When it comes to the Emmys, HBO still rules. But at least the competition can console themselves with a little evidence that the gap is narrowing.
The cable giant picked up 81 Emmy nominations on Thursday morning, giving it a comfortable lead over CBS with 60, PBS with 58 and NBC with 51.
But that showing was far less dominant than 2011, when HBO more than doubled the showing of second-place CBS, 104 to 51.
Also read: Emmy Nominations 2012: The Complete List
And in a year in which strong challengers came from unlikely sources, the Emmy nominations provided an American horror story for "Glee," "The Office" and "Survivor," but a love story for "Girls," "Hatfield's & McCoys" and "American Horror Story" (left).
The last series, Ryan Murphy's haunted-mansion story with Jessica Lange and Connie Britton, benefitted from qualifying as a miniseries rather than a drama series, and tied with "Mad Men" for the most nominations with 17.
"Downton Abbey," meanwhile, wasn't hurt by its own switch from miniseries to drama series, picking up 16 nominations to equal the surprising History miniseries "Hatfields & McCoys."
And HBO's controversial "Girls" (right) had a strong showing in its rookie season, with six nominations that included Outstanding Comedy Series and Outstanding Lead Actress in a Comedy Series for creator Lena Dunham. (Dunham made it a personal trifecta with nominations for writing and directing as well.)
But Ryan Murphy's other show, "Glee," dropped from a dozen nominations in 2011 to only three, while "The Office," in its first season without Steve Carell, was shut out entirely.

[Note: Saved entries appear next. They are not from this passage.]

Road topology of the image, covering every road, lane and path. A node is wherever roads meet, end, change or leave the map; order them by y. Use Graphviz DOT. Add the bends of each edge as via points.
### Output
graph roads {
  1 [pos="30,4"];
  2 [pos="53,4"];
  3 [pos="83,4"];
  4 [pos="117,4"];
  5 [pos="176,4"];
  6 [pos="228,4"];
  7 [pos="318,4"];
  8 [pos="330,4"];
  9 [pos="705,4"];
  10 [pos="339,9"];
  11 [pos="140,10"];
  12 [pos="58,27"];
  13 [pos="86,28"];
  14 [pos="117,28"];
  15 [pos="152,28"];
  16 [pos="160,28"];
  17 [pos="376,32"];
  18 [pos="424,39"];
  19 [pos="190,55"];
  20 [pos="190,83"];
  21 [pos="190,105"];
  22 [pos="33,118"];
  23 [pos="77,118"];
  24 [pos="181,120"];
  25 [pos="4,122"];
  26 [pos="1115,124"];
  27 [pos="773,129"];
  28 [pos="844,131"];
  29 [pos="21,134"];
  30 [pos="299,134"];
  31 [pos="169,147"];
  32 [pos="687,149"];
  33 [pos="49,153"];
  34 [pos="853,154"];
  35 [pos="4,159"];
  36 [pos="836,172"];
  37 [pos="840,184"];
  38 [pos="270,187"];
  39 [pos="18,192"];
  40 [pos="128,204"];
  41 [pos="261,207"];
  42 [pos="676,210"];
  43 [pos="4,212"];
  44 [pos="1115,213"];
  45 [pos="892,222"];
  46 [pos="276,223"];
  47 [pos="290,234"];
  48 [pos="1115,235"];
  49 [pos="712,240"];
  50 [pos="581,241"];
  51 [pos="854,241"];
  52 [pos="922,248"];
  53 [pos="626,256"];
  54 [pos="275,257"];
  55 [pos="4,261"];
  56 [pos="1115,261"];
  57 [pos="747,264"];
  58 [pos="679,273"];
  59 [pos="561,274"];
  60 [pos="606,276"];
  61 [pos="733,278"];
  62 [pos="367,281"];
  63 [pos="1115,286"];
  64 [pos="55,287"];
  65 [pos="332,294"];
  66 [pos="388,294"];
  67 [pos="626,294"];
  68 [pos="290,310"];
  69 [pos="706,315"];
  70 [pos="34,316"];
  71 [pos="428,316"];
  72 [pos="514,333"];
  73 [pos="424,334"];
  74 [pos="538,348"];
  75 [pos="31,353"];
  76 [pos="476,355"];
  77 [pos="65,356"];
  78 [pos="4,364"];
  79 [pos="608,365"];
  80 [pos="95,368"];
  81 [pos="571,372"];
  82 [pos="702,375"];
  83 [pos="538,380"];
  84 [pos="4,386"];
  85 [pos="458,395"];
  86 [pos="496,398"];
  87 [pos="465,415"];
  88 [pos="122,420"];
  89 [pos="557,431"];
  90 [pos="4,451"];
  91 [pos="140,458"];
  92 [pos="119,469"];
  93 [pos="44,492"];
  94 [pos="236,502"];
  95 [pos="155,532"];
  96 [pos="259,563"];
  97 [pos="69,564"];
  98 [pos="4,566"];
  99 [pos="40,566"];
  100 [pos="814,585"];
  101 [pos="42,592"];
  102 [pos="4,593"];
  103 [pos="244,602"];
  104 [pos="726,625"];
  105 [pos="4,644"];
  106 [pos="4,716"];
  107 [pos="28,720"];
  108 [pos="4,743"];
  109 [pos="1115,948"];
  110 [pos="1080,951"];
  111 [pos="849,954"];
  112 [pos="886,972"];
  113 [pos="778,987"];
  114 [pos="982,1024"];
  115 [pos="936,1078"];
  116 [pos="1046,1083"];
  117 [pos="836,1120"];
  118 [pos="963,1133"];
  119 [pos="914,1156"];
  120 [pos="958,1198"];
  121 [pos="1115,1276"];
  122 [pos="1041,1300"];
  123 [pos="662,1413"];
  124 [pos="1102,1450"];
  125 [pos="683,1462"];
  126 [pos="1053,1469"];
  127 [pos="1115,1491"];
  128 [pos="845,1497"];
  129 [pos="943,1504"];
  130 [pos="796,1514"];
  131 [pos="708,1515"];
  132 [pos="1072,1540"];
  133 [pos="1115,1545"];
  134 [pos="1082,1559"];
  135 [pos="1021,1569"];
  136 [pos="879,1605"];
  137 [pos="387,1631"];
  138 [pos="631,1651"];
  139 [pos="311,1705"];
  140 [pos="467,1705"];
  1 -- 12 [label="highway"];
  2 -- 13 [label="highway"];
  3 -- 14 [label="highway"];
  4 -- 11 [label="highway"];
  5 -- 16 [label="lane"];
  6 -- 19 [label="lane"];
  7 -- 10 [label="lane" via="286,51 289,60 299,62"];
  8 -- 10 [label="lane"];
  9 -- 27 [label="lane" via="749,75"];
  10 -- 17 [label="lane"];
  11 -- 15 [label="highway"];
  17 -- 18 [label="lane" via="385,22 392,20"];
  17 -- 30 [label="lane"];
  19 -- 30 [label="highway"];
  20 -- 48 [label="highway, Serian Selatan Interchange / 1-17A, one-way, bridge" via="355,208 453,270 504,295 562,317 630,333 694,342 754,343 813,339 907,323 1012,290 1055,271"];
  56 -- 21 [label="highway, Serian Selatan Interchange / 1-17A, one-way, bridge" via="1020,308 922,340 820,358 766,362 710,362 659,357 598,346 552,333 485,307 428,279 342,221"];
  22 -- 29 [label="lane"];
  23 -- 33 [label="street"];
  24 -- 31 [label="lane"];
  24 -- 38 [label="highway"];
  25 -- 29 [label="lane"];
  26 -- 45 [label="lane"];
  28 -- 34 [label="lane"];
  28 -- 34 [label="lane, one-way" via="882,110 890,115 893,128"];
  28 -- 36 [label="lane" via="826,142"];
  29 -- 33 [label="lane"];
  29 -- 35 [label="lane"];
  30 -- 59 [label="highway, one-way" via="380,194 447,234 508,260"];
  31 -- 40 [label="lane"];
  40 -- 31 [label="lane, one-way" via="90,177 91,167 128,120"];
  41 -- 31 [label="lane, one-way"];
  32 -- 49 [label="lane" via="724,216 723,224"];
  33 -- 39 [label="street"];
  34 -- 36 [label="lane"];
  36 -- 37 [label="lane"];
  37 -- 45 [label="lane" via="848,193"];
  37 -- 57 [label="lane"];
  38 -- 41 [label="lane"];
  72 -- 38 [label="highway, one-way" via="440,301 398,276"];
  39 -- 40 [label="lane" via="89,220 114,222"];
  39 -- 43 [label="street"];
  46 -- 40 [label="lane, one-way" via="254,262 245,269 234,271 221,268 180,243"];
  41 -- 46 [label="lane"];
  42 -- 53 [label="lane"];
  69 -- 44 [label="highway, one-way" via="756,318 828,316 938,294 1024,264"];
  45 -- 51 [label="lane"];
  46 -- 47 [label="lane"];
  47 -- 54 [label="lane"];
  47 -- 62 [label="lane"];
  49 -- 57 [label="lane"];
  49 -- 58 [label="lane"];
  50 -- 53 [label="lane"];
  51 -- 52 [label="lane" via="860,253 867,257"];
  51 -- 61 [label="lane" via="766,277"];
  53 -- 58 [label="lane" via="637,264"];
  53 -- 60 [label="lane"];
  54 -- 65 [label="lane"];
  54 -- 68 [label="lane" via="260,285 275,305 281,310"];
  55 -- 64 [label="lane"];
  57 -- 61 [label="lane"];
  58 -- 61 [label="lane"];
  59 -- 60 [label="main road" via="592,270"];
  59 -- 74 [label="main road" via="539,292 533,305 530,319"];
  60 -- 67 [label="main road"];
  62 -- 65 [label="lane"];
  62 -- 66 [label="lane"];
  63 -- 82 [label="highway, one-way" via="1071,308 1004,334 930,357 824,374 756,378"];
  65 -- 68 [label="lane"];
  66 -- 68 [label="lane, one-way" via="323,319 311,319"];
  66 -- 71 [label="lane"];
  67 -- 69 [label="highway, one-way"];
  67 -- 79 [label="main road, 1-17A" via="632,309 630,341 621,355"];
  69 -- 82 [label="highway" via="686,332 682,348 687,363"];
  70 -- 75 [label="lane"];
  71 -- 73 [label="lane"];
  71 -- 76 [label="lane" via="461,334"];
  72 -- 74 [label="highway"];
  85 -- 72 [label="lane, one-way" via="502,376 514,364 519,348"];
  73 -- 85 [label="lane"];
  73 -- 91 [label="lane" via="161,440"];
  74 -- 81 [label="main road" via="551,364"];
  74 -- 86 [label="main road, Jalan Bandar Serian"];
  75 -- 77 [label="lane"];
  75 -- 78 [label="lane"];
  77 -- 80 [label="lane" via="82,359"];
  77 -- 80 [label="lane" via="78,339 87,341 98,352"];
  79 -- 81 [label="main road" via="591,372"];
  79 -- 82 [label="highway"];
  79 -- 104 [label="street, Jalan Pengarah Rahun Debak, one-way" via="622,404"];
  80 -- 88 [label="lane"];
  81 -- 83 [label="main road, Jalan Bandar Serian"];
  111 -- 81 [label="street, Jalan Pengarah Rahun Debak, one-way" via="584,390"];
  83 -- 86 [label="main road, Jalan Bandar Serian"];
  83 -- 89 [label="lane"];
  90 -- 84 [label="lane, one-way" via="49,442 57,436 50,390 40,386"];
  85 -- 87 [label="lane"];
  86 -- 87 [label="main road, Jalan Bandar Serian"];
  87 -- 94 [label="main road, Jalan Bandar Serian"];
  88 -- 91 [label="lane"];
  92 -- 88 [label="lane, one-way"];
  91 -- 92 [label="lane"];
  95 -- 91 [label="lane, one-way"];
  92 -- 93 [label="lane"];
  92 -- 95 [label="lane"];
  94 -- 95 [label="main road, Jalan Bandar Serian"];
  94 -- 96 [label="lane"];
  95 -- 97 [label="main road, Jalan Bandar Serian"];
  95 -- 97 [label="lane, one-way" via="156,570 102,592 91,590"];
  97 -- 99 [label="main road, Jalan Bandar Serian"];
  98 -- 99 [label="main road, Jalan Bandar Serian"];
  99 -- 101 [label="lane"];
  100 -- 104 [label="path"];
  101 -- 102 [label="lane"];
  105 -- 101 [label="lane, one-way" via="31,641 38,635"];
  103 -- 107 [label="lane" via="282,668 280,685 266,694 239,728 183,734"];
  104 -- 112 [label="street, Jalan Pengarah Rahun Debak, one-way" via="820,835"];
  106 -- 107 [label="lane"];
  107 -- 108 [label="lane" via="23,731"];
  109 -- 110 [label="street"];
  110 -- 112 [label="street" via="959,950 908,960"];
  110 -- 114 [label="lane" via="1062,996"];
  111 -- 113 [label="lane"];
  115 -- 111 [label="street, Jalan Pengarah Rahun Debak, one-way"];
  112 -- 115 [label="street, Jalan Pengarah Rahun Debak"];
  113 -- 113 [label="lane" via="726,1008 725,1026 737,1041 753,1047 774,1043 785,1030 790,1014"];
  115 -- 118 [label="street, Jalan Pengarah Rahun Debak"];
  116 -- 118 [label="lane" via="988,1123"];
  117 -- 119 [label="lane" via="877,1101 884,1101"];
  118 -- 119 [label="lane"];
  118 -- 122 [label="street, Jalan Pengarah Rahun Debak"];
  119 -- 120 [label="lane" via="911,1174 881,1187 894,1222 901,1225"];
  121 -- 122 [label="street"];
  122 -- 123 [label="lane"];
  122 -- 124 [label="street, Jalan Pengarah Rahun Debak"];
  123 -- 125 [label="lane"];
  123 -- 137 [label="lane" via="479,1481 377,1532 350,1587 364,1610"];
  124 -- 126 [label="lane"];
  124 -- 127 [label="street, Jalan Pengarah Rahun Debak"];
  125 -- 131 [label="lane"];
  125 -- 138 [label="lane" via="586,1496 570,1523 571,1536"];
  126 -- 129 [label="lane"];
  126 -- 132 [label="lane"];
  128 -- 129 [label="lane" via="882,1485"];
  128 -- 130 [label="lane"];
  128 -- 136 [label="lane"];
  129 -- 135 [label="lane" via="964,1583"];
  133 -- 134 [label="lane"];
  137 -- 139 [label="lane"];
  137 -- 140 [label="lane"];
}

And "Survivor" host Jeff Probst's streak as the winner of every Emmy ever handed out for Outstanding Reality Host will come to an end, because he wasn't even nominated. (But Betty White was, for "Betty White's Off Their Rockers.")
Overall, HBO held a comfortable lead courtesy of nominations for its series "Girls," "Boardwalk Empire," "Game of Thrones" and "Veep" and its movies "Hemingway & Gellhorn" and "Game Change."
But while the network had four of the top 10 most-nominated programs last year, this year only "Hemingway & Gellhorn" cracked the top 10.
If the Outstanding Drama Series category went generally as predicted and is the province of established shows like "Mad Men," "Breaking Bad" and "Downton Abbey" (plus newcomer "Homeland"), the comedy categories found room for new blood.
Not only did first-time nominees Dunham and Zooey Deschanel ("New Girl") make it into the lead actress race, but two of the six nominees in the Outstanding Comedy Series category, "Girls" and "Veep," are new shows.
Other wrinkles: Reigning champ Jim Parsons got another nomination as Outstanding Lead Actor in a Comedy Series, but his "Big Bang Theory" castmate Johnny Galecki was bypassed in favor of "Two and a Half Men" star Jon Cryer, who got props from the voters for steering the show out of the Charlie Sheen era.
Presumed comedy-actress heavyweights Laura Linney ("The Big C") and Laura Dern ("Enlightened"), meanwhile, were bypassed in the comedy actress category in favor of Dunham, Deschanel and Julia Louis-Dreyfuss ("Veep").
"Louie," standup comic/actor Louis C.K.'s daring comedy series, managed three nominations, including one for its star – but the comedian's standup special, "Louis C.K. Live at the Beacon Theatre," topped that with four nods.
Another edgy comedy series, "Community," which won the recent Critics Choice TV Award as best comedy series, received only a single Emmy nomination, for writing.
"Modern Family" once again was the most nominated comedy, with 14. Once again all six of its main actors entered themselves in the supporting categories, and once again all six received nominations.
On the drama side, CBS's "The Good Wife" had a decent showing — seven nominations, six for acting and one for casting — but its days as the lone broadcast-network entry in the Outstanding Drama Series category have ended, leaving CBS, NBC, ABC and Fox shut out of that category entirely.
An intriguing battle is shaping up in the Outstanding Supporting Actor in a Drama Series category, where "Mad Men" star John Slattery was passed over in favor of castmate Jared Harris, and where a battle looms between reigning winner Peter Dinklage from "Game of Thrones" and a pair of formidable foes from "Breaking Bad," Aaron Paul and Giancarlo Esposito.
(Brendan Coyle and Jim Carter from "Downton Abbey" round out the category.)
In keeping with tradition, the most nominated show and the most nominated person in Emmy history both broke their own records. "Saturday Night Live," which had an all-time record 142 nominations prior to Thursday morning, added another 14 to bring its total to 156.
Cameraman Hector Ramirez, meanwhile, received four more nominations to bring his own record total to 68.
Emmy voters, after all, have always been creatures of habit — even if those habits aren't quite as reliant on HBO as they used to be.